Saturday, March 10, 2007

A week later

My AWP is lasting longer than other people's who had to get right back to real life and to work. I saw Tennessee Williams' The Glass Menagerie last night with my mother at The Guthrie. It was a gorgeous production that had me weeping at play's end. Am I like the unmarried "crippled" daughter who can only appreciate her glass ornaments (vis-a-vis "poems") and whose anxieties are so severe she cannot see through a typing class? Ah, but I have so many years of work experience. Could "old maid" be the word for it? What about "crippled?" My mother dropped her hearing device during the play and said out loud, "Damn!"

I saw Rosellen Brown outside the Hilton on the night of our arrival to Atlanta, a Wednesday, and thought she looked more beautiful than ever, though we are all "older" now than we were then. I heard her panel discussion about "different ways to tell a story" and learned that she sometimes writes fiction from poetry, that she drafts in poems first.

A list of writers from the panel of late-career bloomers, starting with Wallace Stevens, made me cry. Dorianne Laux was on the panel. She had been a waitress until she was 38. From the dais, she seemed to call out that some older people "are tired!" and "55-year-old women have sex!" and "Gerald Stern is so alive!" I had read some of her poems about lovemaking in a publication of The Loft during one of her visits to the Twin Cities. Later, I met her to talk with her, and she said that Rosellen Brown is the second smartest woman in the United States.

I met a poet from Washington, D.C., named J.D. Smith. Besides Yusef Komunyakaa, he was the most humble man I met at the event. He wrote me a dedication of his book called Settling for Beauty. I was taken by the title because I had realized at the conference that I had left off the Romantics, except for Blake, and that I would need to consider my relationship to truth and beauty. My other question, "what is experimental writing?" I had placed first.

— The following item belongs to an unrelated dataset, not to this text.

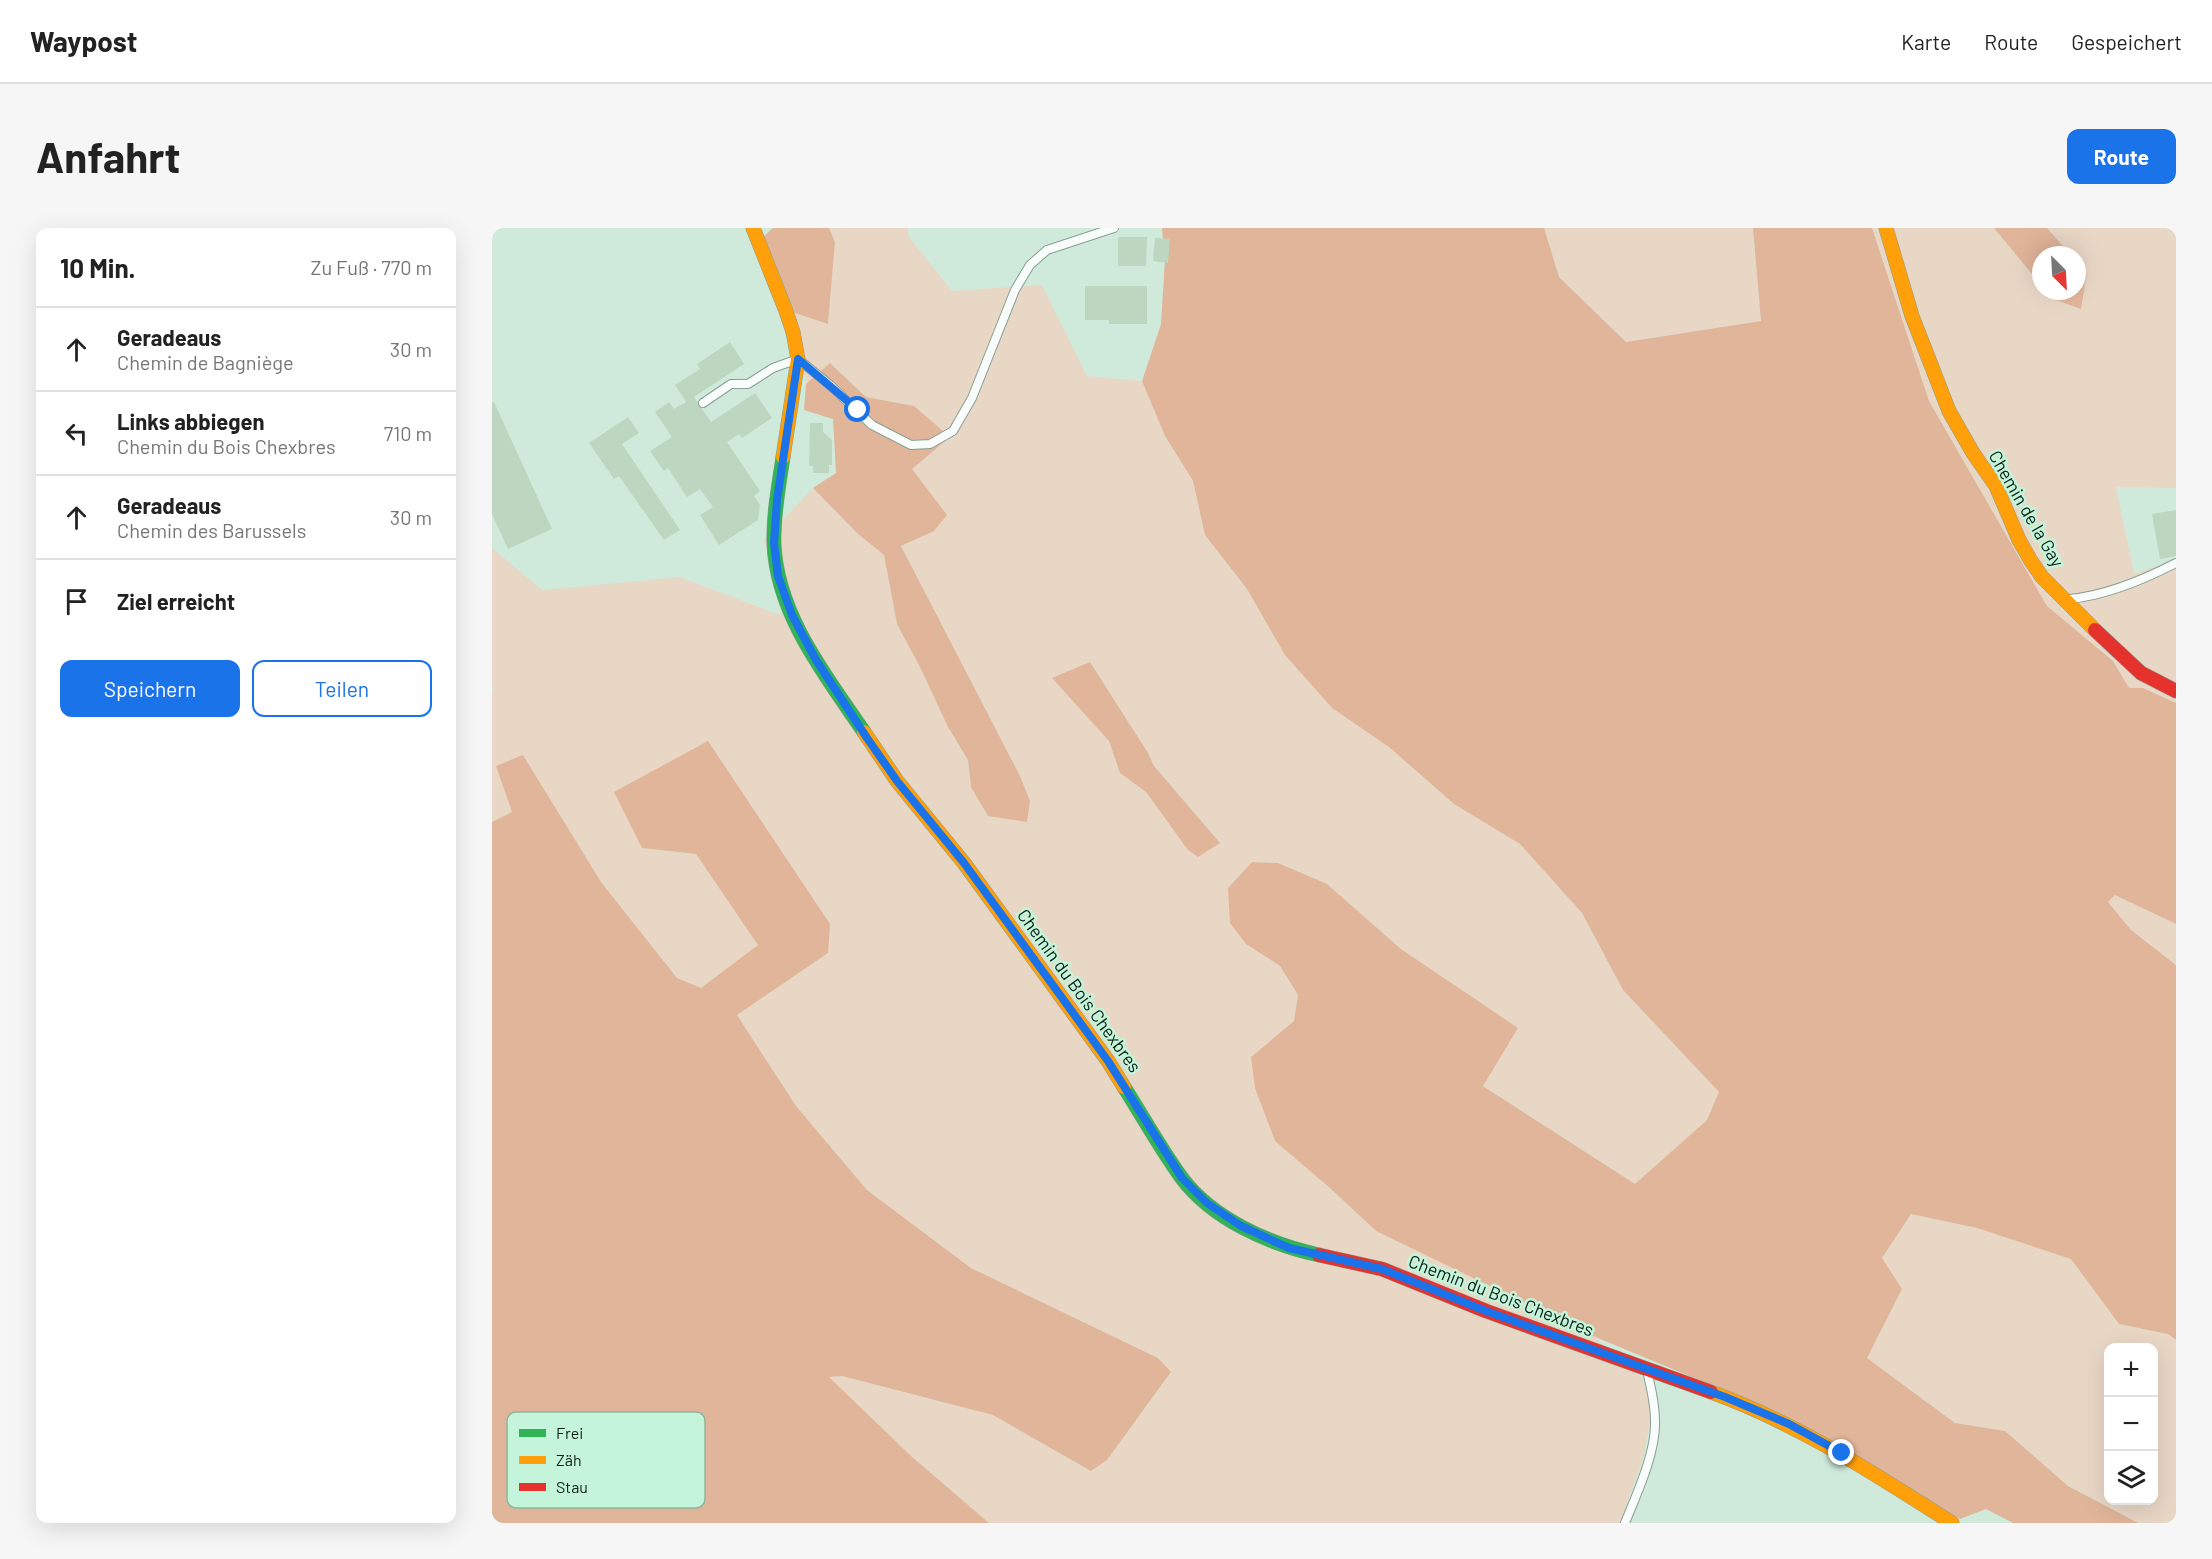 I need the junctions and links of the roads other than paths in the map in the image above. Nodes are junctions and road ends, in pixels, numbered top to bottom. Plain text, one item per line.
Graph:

I saw Phil Brady and co. from Youngstown, Ohio (he and his cw colleagues play in a great Irish band together), Bob Mooney, Eric Miles Williamson, Tom Williams, Ardyth Benfer, Robin Reagler, Lance Larsen, Tim Liu -- all old friends from the past -- and met Amy King, Evie Schockley, Susan Steinberg, Janet Holmes, Deborah Poe, Larry Fondation, his friend Jessica, Nancy McKinley, and Brian Clements. All of it made me happy, at first.

4 comments:

Robin said...

but then.....

Ann_Bogle said...

But then ... "someone" (not Robin, of course) slurred my favorite writing teacher, and I felt so sad I went to my room. Then people in general started slurring their writing teachers, and I felt so sad, I went to my room.

Ann_Bogle said...

David Baratier has left a new comment on your post "A week later":

I like that editors are rarely slurred without some substantiative reason. Maybe you should have hung out with more Ohioians. There is no alternative here. Being alive makes one instantly post-avant. No official overarching verse culture. There is a lot of love. And a dangerous induction ceremony involving fast moving water in the early spring that could rend you like a bad day at the races. Gives an ache like that, like a twisted leg to finish a career.

Ann_Bogle said...

There is a hierarchy in poetry, of course, but there is horizontal community besides. The men's sports the "hierarchical" poets invoked were basketball, football, and soccer; you invoke a white-water demolition derby. As I said, it's like the Olympics.